François Mitterrand (7/7) : les derniers secrets d’un libertin

François Mitterrand

Mazarine Pingeot qui fut la maitresse de François Mitterrand et la mère de sa fille cachée, Mazarine, revient sur l’homme, leurs amours et sa fin de vie…

Ancienne conservatrice aux musées du Louvre et d’Orsay, Anne Pingeot, amante de François Mitterrand pendant plus de trente ans et mère de sa fille cachée Mazarine, s’est confiée à Philip Short qui a écrit François Mitterrand, portrait d’un ambigu.

Anne Pingeot a 20 ans quand elle rencontre François Mitterrand, âgé de 27 ans de plus qu’elle.

Il est marié à Danielle, père de deux fils, Jean-Christophe et Gilbert.

En 1965, alors qu’elle souhaite devenir conservatrice de musée, après quatre années en fac de droit, François Mitterrand, en lice contre le Général de Gaulle, l’aide à rédiger une dissertation entre les deux tours de l’élection présidentielle.

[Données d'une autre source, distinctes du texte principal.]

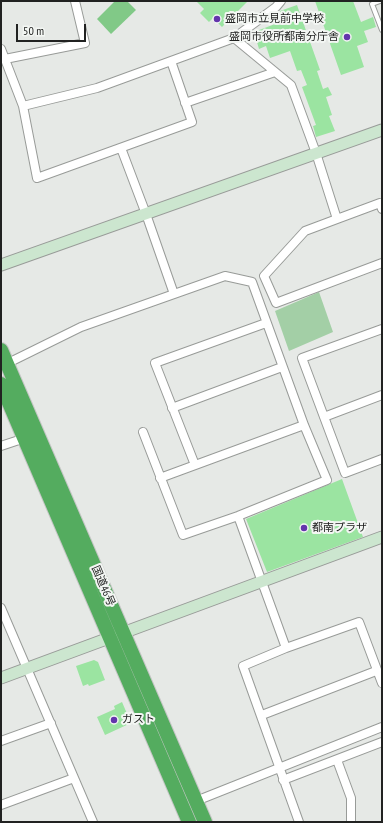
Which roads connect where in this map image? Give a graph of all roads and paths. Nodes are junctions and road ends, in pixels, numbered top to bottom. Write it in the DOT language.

« J’en ai honte rétrospectivement. Un candidat à la présidence de la République avait autre chose à faire que de m’aider à faire mon devoir sur les syndicat des communes… Il l’a fait par amour et pour se prouver qu’il était, lui, le maître de son temps », a confié Anne Pingeot à Philippe Short.

« Ses lettres étaient passionnées, je les croyais »

La même année, Mitterrand montre à Pingeot une ancienne bergerie, située dans une clairière à Latche, près de Hossegor, dans les Landes. Il lui promet que ce sera leur maison quand il se séparera dit-il de son épouse.

Mais Danielle Mitterrand a toujours refusé le divorce, alors qu’elle entretenait elle-même une relation extra-conjugale avec Jean Balenci, un professeur de gym.

Anne Pingeot le vit mal. Celle qui est issue d’une famille catholique et conservatrice, pensait se marier avec l’homme politique.

« Ses lettres étaient passionnées, je les croyais. J’avais fait des dessins pour la bergerie, pour l’amènagement… Je pensais que ce serait notre maison, comme il me l’écrivait. L’idiote que je suis ! », confie Pingeot à Philip Short.

François Mitterrand et ses multiples conquêtes

François Mitterrand aura d’autres conquêtes. Anne Pingeot le pardonnera à chaque fois.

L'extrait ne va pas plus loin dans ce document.